In the cities, what initially looks like a two lane road is really a six lane road. Along both curbs are fast moving scooters and bicycles going both ways. Before stepping into the street, one must look both ways for scooters, motorized carts and bikes. Then upon crossing both lanes of automobile traffic, you have to look BOTH ways again. Vehicles, we were told, have the right of way. We saw very few wrecks and the traffic just flowed. Our bus driver once had to back out into very heavy traffic. He just went slowly, kept backing out into the traffic that simply flowed around the bus. Those who could scoot by did until their path was blocked. No horns honked, as drivers just flowed around him, like molasses in January. That could never happen in the States. If one did attempt it here, there would finger pointing of sorts and much horn honking…. Oddly enough, there were very few wrecked cars and no old beat up vehicles. All the cars appeared to be quite new.
These are photos of a more rural area in far western China.

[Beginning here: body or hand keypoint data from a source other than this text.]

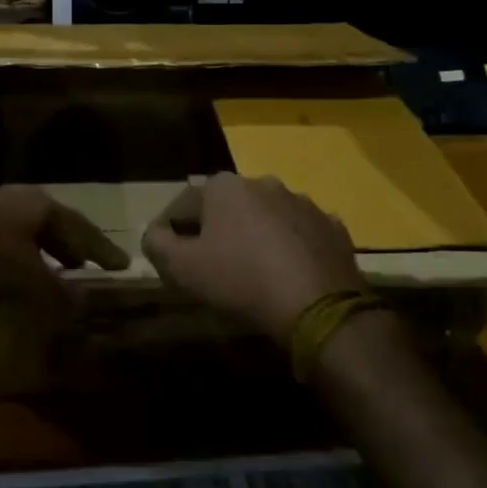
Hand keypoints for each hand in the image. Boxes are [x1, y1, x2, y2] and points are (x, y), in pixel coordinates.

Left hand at [0, 185, 129, 313]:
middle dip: (71, 245)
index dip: (102, 249)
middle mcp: (16, 197)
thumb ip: (58, 292)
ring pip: (24, 227)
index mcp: (40, 205)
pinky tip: (7, 267)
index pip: (82, 228)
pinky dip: (14, 251)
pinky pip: (0, 234)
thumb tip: (82, 303)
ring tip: (52, 267)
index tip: (121, 264)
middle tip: (88, 264)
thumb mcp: (26, 280)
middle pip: (53, 222)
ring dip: (41, 248)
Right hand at [141, 173, 364, 339]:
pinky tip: (287, 275)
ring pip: (265, 218)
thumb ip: (158, 245)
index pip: (183, 204)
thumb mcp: (183, 269)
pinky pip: (299, 234)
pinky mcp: (331, 227)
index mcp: (224, 187)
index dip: (169, 230)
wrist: (318, 305)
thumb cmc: (241, 280)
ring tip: (251, 271)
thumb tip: (155, 234)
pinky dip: (289, 248)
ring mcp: (303, 203)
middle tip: (208, 264)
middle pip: (226, 208)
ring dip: (254, 236)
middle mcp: (263, 182)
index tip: (166, 256)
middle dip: (215, 230)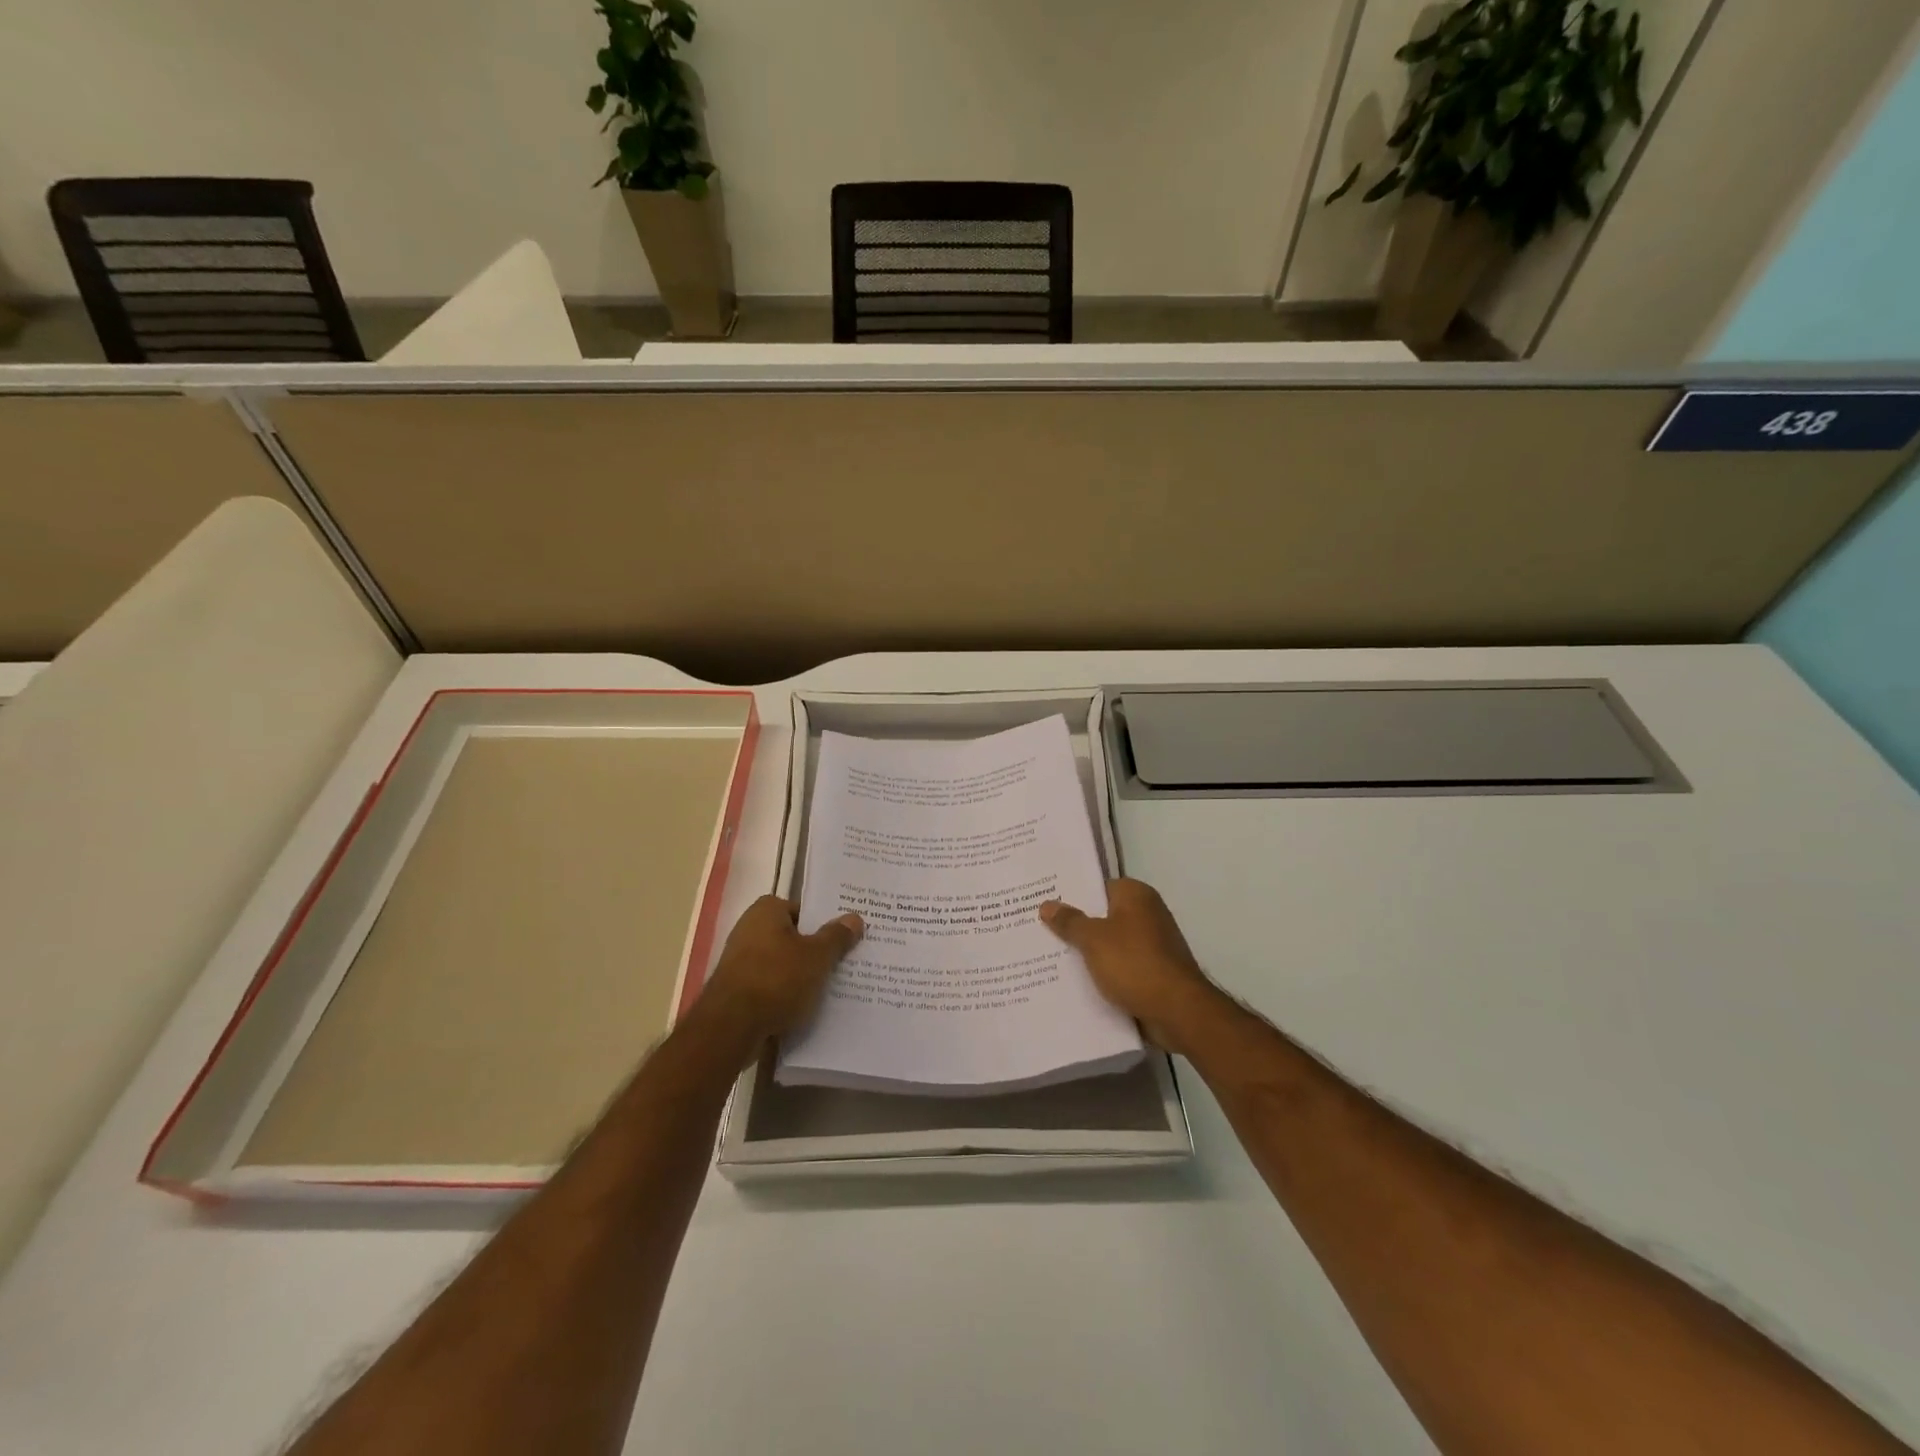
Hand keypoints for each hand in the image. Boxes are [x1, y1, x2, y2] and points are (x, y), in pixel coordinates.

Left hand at [696, 896, 862, 1049]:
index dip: (823, 922)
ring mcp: (740, 962)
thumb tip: (855, 917)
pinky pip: (771, 987)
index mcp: (766, 911)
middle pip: (792, 937)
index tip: (843, 937)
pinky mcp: (737, 991)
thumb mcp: (817, 956)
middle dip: (815, 950)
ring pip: (782, 964)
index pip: (803, 909)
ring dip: (801, 975)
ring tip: (831, 988)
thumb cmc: (777, 980)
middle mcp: (749, 930)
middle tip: (843, 962)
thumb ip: (837, 936)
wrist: (731, 1029)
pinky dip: (786, 994)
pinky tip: (807, 1007)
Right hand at [1040, 879, 1217, 1053]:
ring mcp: (1153, 945)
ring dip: (1089, 953)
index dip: (1072, 895)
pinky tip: (1076, 983)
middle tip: (1040, 931)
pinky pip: (1121, 967)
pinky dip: (1104, 974)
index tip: (1045, 904)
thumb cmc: (1135, 964)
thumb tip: (1047, 904)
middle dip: (1076, 926)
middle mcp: (1148, 914)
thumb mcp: (1093, 939)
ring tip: (1050, 958)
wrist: (1178, 1011)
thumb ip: (1070, 921)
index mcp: (1136, 895)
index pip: (1098, 887)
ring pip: (1110, 944)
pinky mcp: (1154, 972)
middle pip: (1103, 916)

Each city we visited in China had much evidence of the governments efforts to convert China to a land of cities from a land of farms. On a return trip from the Great Wall, some of us on the tour bus started counting the cranes but stopped as we could not count fast enough and we totaled over 100. I asked each of our guides for details about this building boom but did not get consistent answers. Fortunately many of my questions seemed to be answered in a feature article in the International New York Times from November 11, 2013 “In New China, Hope Fades and Homes Crumble.”